The lower-growth camp’s mistake stems from a common misunderstanding of GDP or national income. A higher GDP is often taken to indicate more wasteful consumption and consumerism of the kind we are indulging in now. But that need not—and now must not—be the case.
The consumption of more art, music, and learning, as well as better health and greater longevity, are all components of GDP, and are, or can be, environmentally friendly. Reforming our regulatory system can foster rapid GDP growth—but with the content of GDP changing dramatically, and with a disproportionate amount of human labor directed to creative activities. The nature of reform for the new world is a big topic, but policymakers will need to focus on curricula that nurture creativity, because routine work will increasingly be automated; shift consumption away from environmentally wasteful goods; and redistribute wealth radically to lessen inequalities.

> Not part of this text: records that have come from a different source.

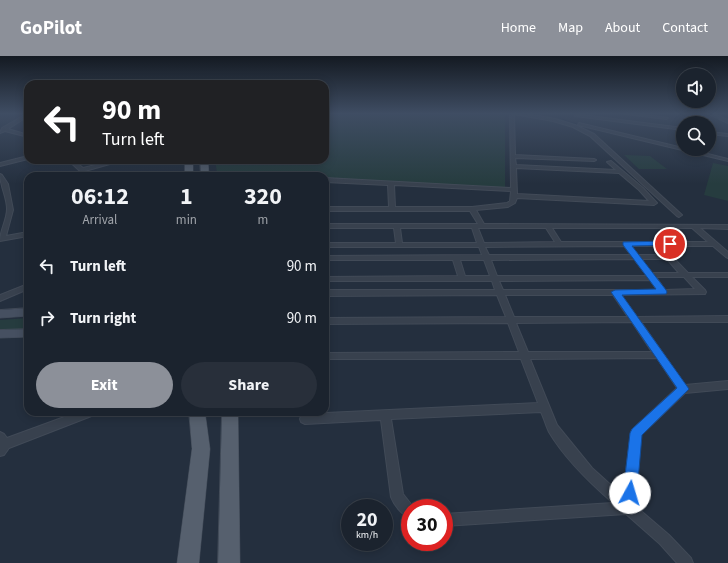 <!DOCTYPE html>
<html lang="en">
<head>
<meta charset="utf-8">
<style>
  :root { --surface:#1b232e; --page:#282f3a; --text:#f1f3f6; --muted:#a0a4aa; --line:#39404a; --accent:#8c9099 }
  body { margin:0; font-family:"Source Sans 3",sans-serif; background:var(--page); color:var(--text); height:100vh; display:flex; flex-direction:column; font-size:15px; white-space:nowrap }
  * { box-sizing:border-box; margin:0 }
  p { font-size:13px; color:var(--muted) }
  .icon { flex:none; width:22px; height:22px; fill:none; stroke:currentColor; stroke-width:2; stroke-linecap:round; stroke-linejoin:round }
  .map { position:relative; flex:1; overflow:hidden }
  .details { position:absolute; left:24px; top:116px; width:305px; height:244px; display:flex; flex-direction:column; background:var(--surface); border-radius:12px; box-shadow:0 2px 10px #0003,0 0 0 1px var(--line) }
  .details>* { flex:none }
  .guide { position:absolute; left:24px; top:24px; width:305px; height:84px; border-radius:12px; box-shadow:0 2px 10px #0003,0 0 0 1px var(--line); background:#202124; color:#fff; overflow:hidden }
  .tools { position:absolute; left:676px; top:12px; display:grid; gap:8px }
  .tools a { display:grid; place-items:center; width:40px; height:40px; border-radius:50%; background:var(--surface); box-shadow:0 2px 10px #0003,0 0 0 1px var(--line); font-size:20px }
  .speed { position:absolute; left:341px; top:443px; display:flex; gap:8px; font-size:20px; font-weight:700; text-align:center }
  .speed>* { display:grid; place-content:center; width:52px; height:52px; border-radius:50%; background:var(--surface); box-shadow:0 2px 10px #0003,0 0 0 1px var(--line); line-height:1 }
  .speed small { font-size:10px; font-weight:400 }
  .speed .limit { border:6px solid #d22; background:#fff; color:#111 }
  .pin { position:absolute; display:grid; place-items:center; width:34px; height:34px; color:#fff; margin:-17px; border:2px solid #fff; border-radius:50%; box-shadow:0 1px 4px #0007 }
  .me { position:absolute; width:44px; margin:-22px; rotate:6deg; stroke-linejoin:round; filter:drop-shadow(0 0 3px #0008) }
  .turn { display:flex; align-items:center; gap:14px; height:84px; padding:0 12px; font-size:18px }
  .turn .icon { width:52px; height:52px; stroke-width:2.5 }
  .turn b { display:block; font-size:28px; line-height:34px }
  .eta { display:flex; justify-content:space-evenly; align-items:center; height:68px; text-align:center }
  .eta b { font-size:24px; font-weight:700; line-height:28px }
  .button { display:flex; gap:8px; margin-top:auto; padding:8px 12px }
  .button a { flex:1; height:46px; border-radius:24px; background:var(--accent); color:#fff; font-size:16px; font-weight:700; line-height:46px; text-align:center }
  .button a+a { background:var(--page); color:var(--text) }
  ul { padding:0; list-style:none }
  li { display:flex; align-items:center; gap:12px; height:52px; padding:0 12px }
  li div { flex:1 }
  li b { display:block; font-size:15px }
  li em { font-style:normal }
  header { display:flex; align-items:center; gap:24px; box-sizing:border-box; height:56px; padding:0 20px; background:var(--accent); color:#fff }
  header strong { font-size:19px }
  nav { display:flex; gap:22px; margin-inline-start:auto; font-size:14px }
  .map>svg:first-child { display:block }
  .green { fill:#263c3f }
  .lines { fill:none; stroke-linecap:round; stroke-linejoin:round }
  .stream { stroke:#17263c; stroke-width:1.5 }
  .minor-casing { stroke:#414a57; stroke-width:2 }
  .secondary-casing { stroke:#414a57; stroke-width:1 }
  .primary-casing { stroke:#414a57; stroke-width:1 }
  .minor { fill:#38414e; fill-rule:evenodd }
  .secondary { fill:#465061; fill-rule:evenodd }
  .primary { fill:#56606e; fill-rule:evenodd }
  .route { fill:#1a73e8; stroke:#114b97 }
</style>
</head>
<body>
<header>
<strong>GoPilot</strong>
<nav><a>Home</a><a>Map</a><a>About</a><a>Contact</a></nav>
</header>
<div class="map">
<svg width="728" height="507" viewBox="0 0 728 507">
  <rect width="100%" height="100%" fill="#242f3e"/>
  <path class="green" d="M325 57H505V132L325 123V120H269L217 117 215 104H325Z
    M624 99 650 100 667 113H639Z
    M713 107 728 110V145L704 139Z
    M28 262V273L0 275V264Z"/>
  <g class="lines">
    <path class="stream" d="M551 57 569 66 610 77
      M668 90 728 105"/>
    <defs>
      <path id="minor" d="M28 57V60L8 73 28 79V81L5 75 0 77 2 72Z
        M510 57H522L555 63 575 69 594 78 682 159 679 161 677 160 590 80 573 71 553 65 514 58 515 99 594 103 596 104 594 105 515 102 516 109 616 114 607 106 611 105 643 132 657 147 654 149 517 142 515 147 508 151 476 154 484 168 728 169V173L700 172 728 196V202L726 201 713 190H662L688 217H728V221H692L705 234 706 236 705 238 621 239 637 261 728 260V266H641L685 329 728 325V333L685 337 641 379 634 449 669 479 691 502 693 507H677L660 488 626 458 444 470V458L613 447C589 426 565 403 549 376 546 370 544 362 541 356L391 363 403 438 414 452H410V462C402 459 394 449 391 441L381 364 305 368 301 366 300 363 301 360 305 358 538 347 521 303H325V297L519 296 508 267 325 268V262L506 261 497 239 325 240V234H495L492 225H325V221L458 220 453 204H325V200L482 199 479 191H325V187H396L394 172H325V168H478L470 155H325V151H389L388 129 325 126V122L511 132ZM516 112 619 117 639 134 649 145 517 138ZM394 129 511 135 510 145 507 147 472 151H395ZM400 172H472L477 187H402ZM478 172H546L555 186 484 187ZM552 172H692L708 186H561ZM624 190 631 199H489L485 191ZM631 190H654L663 199H638ZM634 203 647 220H497L491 204ZM641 203H667L679 217H652ZM460 204H484L490 220H465ZM656 221H684L695 233 665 234ZM650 224 657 234H503L499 225ZM505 239H613L628 261H514ZM632 266 652 296H528L516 267ZM657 302 677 332 632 374 631 377 623 440 592 412 557 369 530 303Z
        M619 57H630L668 62 666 63Z
        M707 57H712L728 64V67Z
        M574 58 683 72V74L575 60Z
        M579 67 683 92V93H688L728 103V105L578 69Z
        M709 76 728 78V80L709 78Z
        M28 100V103L0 110V107Z
        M68 104H73L83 112 116 104H124L85 115 88 120H82L80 115Z
        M205 116 238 118 241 120 203 119 202 118Z
        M0 118 2 119 8 128 13 154 6 180 28 176V180L0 185C0 174 7 164 7 153 7 141 0 130 0 118Z
        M28 228V233L0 245V239Z
        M78 356H95L94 359 9 392 4 399 0 400V376L4 378 7 382Z"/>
      <path id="secondary" d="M28 252V260L0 262V254Z
        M28 273V281L0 282V274Z"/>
      <path id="primary" d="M185 104H193V120H185Z
        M200 104H208L209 120H201Z
        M189 356H205L210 393 199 507H177L192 393Z
        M222 356H238L240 507H218Z"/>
    </defs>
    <use href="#minor" class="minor-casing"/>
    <use href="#secondary" class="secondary-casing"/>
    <use href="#primary" class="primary-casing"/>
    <use href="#minor" class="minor"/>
    <use href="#secondary" class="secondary"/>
    <use href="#primary" class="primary"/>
  </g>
  <linearGradient id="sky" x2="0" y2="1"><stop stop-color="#141a22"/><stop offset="0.45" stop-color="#3f4d63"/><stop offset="1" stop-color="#3f4d63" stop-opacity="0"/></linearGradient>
  <rect width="728" height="128" fill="url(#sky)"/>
  <path class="route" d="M670 185 673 186V189L632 190 666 234 667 236 666 238 622 239 689 333 642 379 637 437 635 442 630 444 625 442 623 437 630 377 632 373 677 332 611 236 615 234 656 233 623 189V186Z"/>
</svg>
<div class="tools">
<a><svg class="icon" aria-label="sound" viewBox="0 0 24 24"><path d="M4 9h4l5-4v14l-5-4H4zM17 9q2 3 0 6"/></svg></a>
<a><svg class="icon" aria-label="search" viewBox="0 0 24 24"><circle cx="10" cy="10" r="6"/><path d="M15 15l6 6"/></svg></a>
</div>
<div class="speed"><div>20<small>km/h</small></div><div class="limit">30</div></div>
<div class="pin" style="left:670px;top:188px;background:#d93025"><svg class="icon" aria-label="arrive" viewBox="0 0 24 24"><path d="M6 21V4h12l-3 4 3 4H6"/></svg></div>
<svg class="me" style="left:630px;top:437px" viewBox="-20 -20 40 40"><circle r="19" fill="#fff"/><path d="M0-13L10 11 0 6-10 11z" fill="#1a73e8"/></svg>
<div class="guide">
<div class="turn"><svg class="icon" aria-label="left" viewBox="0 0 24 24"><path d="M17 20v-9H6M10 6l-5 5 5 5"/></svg><div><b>90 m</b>Turn left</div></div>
</div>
<section class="details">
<div class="eta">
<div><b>06:12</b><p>Arrival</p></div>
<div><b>1</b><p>min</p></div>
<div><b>320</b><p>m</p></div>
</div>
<ul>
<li><svg class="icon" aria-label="left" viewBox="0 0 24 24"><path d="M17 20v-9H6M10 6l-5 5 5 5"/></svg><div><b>Turn left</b></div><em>90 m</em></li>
<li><svg class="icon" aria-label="right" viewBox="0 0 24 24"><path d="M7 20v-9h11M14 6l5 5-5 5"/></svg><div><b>Turn right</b></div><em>90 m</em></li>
</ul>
<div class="button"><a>Exit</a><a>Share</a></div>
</section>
</div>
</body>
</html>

My recent research on group morality, however, highlights a caveat that we must address. When discussing matters like climate change and current global inequities, we urge people to be other-regarding. In other words, they should not be concerned solely about their own well-being but also consider the welfare of the current poor and future generations who will be affected by our decisions.
But as moral philosophers have long known, group morality is a problematic concept. I have recently tried to address the “Samaritan’s Curse,” whereby a future generation can end up being hurt when all individuals today take its well-being into consideration. This problem, like the prisoner’s dilemma but in the moral domain, can potentially defeat our best intentions.
So, the road ahead will not be easy. Economists and society as a whole must confront profound intellectual and moral challenges in order to come to grips with the changing world. But humans have done it before. One can only hope that our intelligence and resolve enable us to do it again.